The light falling in through the curtains turns his eyelids red – he keeps his eyes closed, hugging his pillow under his head, his spine cracking as he stretches in the bed. He’s on his stomach, and his lower back is starting to hurt, but the bed’s warm and inviting, not to mention filled by another body that could grant so much more warmth.
That’s when he hears it; the delicate scratch of a charcoal tip moving across paper.
He opens one eye to look towards the foot of the bed, where his boyfriend sits cross-legged, sheets bunched up around his waist, hunched over a sketchpad. Blaine’s brow has furrowed in concentration, his curls sticking every which way, his glasses perched on the tip of his nose.
Blaine glances up at him to get another look, and stills once he sees he’s awake.
“And here I thought you liked me for my brain.”
Blaine giggles, “It’s hard to resist you like this”, adding a few additional lines to his sketch.

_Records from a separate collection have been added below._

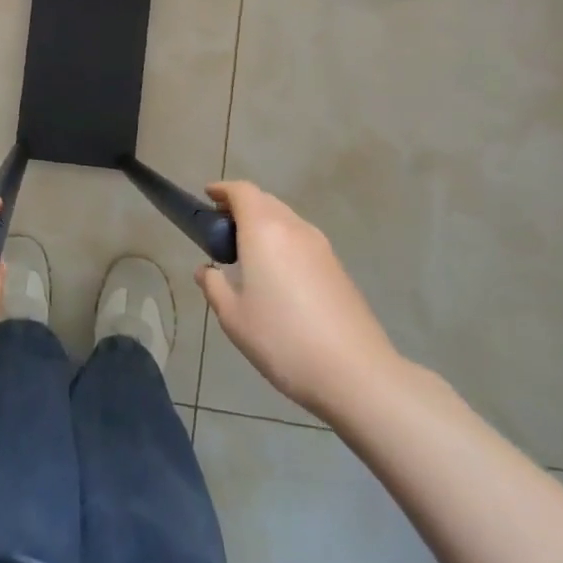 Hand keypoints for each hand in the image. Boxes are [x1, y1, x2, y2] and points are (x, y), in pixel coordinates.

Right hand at [197, 181, 399, 421]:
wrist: (355, 373)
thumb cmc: (283, 340)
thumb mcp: (234, 318)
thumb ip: (214, 286)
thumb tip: (206, 270)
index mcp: (264, 231)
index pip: (242, 191)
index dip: (223, 189)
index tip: (208, 196)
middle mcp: (294, 228)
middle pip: (265, 201)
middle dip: (242, 206)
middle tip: (222, 227)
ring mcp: (321, 247)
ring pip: (286, 219)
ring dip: (264, 224)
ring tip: (248, 251)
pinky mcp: (338, 267)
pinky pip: (302, 240)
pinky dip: (283, 242)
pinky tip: (277, 274)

He turns slightly to get a better view. It’s been three months now, and he’s never felt more comfortable around anyone, not any of his friends, not any other boy he’s woken up next to. There’s something about Blaine, the way he’s learned to look past the pretenses and wide smiles, the way he sees his insecurities but chose to safeguard them rather than expose them.
“Like what?” he asks, because there’s nothing he appreciates more than Blaine’s small and calm smile blossoming into that full-on wide grin that makes the sun shine brighter.
Blaine’s fingers smooth over the page, no doubt filled with half finished sketches of him sleeping. “All your beautiful lines caught in the morning sun.”
He whistles, “He’s a poet too”, while his fingers deftly curl into the white sheets, slowly coaxing them off Blaine.
“Come here,” he says softly, Blaine blushing once the sheets slip off his naked body completely. He discards his pad and pencil next to him on the bed, his glasses on the nightstand. “I think my lines require closer study.”
Blaine smiles and settles on his side next to him, his lips find his and his fingers stain his skin charcoal grey. Their legs entwine and he wishes someone would draw these lines, thick strong lines where their skins inescapably meet, dissolve the graphite because it’s none too certain where he begins and where Blaine ends, their bodies leaving the page an indecipherable mess.
Now that would be a sight.
He guides Blaine back onto his back and kicks off the sheets.
Blaine’s sketch dwindles down to the floor.